What you need to do
From the line containing "position:relative; flex:1; overflow:hidden" down to the line containing "position:absolute; width:32px; height:32px;" in the records below, reproduce every line exactly, ends included, and omit all others.

+++++

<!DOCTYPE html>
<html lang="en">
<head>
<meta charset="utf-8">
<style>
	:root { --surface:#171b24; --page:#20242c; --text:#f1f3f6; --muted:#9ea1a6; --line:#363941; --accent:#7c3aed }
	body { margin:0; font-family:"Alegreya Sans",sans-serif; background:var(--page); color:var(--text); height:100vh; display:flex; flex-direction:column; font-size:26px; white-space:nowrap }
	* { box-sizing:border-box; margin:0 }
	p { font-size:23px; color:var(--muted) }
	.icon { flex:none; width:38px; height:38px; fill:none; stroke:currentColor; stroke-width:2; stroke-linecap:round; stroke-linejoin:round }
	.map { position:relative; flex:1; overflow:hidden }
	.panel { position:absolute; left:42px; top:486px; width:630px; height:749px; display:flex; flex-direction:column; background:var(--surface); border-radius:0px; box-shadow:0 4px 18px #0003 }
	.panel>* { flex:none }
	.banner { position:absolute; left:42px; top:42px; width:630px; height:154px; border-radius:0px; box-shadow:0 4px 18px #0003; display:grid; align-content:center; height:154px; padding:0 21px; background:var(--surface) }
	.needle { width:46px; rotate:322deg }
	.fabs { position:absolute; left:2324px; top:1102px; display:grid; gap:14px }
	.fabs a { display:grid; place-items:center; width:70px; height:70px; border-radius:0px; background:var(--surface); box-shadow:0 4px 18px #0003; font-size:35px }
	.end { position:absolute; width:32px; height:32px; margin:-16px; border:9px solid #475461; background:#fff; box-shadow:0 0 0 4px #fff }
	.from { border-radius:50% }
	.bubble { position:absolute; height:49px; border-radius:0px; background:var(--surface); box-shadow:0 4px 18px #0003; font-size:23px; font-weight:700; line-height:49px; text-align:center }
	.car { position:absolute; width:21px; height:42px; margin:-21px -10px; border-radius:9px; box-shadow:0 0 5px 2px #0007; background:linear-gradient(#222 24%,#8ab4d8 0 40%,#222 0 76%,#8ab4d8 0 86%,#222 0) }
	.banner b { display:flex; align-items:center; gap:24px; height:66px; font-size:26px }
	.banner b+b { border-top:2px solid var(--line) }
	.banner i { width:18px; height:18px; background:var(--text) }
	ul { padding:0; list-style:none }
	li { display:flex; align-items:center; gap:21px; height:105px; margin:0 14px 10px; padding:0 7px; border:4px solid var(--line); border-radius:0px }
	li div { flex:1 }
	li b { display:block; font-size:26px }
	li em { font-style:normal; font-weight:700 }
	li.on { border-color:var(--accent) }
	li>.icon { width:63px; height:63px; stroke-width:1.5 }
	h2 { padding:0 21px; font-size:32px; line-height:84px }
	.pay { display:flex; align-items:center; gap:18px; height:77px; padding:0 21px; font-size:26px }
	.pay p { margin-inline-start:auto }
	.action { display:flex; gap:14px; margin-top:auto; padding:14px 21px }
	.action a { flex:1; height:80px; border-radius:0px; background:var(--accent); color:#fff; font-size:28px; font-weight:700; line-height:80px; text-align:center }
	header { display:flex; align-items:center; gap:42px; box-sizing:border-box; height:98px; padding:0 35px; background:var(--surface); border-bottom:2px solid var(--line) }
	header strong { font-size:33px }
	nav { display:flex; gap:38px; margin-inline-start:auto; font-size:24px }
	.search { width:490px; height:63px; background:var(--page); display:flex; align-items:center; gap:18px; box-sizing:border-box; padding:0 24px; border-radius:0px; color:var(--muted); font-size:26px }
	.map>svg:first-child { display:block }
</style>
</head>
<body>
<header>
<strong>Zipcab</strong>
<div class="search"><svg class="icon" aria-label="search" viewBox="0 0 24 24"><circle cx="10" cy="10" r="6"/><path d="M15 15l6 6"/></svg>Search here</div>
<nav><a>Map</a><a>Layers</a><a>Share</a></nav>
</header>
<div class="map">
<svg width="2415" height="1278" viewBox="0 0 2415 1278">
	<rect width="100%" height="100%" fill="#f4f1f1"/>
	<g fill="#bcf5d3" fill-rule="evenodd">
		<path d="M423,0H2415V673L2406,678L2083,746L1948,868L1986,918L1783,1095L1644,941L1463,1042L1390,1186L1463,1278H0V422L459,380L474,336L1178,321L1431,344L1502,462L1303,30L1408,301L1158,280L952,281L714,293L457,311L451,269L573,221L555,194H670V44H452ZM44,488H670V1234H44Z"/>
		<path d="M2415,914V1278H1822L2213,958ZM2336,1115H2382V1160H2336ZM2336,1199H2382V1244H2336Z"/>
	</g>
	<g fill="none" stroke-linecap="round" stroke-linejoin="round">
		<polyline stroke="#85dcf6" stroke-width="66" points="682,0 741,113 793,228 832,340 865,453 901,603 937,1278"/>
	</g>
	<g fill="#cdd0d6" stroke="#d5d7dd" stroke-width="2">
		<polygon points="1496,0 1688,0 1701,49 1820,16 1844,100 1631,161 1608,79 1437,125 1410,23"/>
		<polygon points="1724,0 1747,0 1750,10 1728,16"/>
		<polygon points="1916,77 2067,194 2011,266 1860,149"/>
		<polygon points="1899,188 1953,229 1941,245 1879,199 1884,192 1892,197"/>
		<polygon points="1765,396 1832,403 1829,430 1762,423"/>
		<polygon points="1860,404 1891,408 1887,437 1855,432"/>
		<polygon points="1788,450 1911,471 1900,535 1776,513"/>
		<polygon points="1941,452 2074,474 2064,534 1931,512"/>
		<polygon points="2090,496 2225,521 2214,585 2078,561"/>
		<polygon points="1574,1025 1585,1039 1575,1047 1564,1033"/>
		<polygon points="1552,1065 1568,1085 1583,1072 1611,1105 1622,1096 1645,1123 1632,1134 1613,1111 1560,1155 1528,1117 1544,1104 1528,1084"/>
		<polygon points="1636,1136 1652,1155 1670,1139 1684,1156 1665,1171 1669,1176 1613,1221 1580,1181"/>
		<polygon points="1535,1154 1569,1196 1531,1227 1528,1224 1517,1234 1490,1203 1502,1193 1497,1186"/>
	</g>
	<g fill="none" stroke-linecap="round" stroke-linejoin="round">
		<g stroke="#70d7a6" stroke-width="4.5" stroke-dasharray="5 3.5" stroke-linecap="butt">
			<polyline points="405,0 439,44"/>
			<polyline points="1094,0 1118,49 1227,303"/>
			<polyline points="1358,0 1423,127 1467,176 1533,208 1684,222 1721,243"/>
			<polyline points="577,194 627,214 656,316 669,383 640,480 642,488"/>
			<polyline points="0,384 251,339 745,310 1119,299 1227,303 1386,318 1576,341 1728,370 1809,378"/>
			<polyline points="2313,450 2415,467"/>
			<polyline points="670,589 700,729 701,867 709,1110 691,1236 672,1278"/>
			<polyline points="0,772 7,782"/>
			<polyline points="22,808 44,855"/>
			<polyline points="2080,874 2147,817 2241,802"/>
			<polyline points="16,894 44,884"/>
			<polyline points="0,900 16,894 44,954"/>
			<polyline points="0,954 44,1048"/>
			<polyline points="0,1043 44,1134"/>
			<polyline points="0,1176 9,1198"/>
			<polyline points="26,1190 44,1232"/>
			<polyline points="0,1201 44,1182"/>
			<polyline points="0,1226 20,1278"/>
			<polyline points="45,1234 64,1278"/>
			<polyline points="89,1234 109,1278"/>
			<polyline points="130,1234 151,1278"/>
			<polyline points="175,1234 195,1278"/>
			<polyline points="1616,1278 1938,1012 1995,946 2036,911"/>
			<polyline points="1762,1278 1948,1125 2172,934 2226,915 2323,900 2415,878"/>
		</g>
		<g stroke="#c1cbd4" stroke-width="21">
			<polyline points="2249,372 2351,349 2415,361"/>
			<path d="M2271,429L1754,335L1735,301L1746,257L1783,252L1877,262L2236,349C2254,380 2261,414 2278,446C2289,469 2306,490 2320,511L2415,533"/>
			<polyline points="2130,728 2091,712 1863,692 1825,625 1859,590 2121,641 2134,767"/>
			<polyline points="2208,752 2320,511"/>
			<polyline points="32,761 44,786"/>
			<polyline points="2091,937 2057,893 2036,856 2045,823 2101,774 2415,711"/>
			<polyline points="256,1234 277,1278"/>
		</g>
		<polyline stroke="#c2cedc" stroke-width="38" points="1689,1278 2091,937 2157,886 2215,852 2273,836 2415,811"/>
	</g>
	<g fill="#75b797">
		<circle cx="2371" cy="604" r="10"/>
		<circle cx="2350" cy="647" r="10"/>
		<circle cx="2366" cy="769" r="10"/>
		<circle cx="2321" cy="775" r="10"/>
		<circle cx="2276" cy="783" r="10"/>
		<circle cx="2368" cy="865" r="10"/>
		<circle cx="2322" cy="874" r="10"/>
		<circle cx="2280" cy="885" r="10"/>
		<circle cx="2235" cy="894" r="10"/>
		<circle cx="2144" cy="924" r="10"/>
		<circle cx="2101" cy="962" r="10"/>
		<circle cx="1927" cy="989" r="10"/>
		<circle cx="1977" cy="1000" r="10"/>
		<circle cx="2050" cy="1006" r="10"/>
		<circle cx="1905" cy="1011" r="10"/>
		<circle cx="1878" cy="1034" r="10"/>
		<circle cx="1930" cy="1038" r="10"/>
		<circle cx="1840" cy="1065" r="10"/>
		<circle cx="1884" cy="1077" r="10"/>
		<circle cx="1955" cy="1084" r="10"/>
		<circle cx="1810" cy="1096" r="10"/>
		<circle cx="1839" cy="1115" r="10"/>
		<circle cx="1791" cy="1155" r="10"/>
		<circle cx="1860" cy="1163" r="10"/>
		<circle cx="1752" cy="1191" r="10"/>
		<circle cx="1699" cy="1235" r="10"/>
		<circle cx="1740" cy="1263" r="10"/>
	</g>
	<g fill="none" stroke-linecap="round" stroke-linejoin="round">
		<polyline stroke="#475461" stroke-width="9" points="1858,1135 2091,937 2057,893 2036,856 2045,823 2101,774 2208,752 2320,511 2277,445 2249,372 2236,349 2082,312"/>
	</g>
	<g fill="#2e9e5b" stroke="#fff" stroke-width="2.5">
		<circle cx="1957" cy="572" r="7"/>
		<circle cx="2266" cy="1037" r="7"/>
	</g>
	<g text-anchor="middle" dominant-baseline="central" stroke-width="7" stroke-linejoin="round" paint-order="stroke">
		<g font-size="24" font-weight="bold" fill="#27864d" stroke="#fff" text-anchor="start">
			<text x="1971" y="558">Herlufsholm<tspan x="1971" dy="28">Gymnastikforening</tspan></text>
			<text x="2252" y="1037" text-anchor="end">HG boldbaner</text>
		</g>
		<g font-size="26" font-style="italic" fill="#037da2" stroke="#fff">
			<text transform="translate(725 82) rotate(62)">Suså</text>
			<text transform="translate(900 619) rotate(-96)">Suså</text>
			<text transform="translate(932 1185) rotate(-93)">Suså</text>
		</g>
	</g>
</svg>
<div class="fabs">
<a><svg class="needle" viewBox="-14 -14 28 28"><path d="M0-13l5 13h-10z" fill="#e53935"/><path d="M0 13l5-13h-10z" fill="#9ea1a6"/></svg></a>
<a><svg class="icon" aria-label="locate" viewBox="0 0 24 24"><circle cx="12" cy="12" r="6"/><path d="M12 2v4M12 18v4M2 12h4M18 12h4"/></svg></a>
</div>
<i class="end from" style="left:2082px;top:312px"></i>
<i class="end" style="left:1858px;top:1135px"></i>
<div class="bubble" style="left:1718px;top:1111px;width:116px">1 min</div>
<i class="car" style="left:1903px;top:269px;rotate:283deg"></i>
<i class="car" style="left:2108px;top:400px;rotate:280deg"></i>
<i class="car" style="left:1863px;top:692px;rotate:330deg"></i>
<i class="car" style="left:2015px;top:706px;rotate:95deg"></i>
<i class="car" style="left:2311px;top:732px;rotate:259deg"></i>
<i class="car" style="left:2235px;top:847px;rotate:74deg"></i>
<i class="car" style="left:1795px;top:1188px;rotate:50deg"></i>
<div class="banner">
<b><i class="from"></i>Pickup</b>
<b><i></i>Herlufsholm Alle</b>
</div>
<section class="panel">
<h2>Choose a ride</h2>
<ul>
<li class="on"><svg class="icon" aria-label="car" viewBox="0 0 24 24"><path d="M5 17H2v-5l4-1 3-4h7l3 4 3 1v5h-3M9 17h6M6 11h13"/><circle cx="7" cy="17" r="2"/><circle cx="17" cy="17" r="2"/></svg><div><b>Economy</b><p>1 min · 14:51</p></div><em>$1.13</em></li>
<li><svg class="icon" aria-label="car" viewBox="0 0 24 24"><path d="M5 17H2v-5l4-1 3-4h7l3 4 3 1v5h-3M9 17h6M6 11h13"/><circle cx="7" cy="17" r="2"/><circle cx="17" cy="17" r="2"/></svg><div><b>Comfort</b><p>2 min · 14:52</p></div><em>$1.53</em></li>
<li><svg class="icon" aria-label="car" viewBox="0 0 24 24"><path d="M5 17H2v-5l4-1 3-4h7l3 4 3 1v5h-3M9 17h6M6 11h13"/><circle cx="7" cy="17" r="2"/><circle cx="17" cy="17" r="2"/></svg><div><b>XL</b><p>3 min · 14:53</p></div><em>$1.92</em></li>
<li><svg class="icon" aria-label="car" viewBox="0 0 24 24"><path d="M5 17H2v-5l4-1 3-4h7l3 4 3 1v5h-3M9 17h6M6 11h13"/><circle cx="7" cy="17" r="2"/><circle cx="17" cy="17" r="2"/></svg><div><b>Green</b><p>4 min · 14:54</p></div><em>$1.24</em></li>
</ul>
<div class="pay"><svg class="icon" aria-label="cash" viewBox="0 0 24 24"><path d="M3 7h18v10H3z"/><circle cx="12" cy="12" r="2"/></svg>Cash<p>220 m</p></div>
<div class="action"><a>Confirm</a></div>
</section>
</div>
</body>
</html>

+++++

Task result
	.map { position:relative; flex:1; overflow:hidden }
	.panel { position:absolute; left:42px; top:486px; width:630px; height:749px; display:flex; flex-direction:column; background:var(--surface); border-radius:0px; box-shadow:0 4px 18px #0003 }
	.panel>* { flex:none }
	.banner { position:absolute; left:42px; top:42px; width:630px; height:154px; border-radius:0px; box-shadow:0 4px 18px #0003; display:grid; align-content:center; height:154px; padding:0 21px; background:var(--surface) }
	.needle { width:46px; rotate:322deg }
	.fabs { position:absolute; left:2324px; top:1102px; display:grid; gap:14px }
	.fabs a { display:grid; place-items:center; width:70px; height:70px; border-radius:0px; background:var(--surface); box-shadow:0 4px 18px #0003; font-size:35px }
	.end { position:absolute; width:32px; height:32px; margin:-16px; border:9px solid #475461; background:#fff; box-shadow:0 0 0 4px #fff }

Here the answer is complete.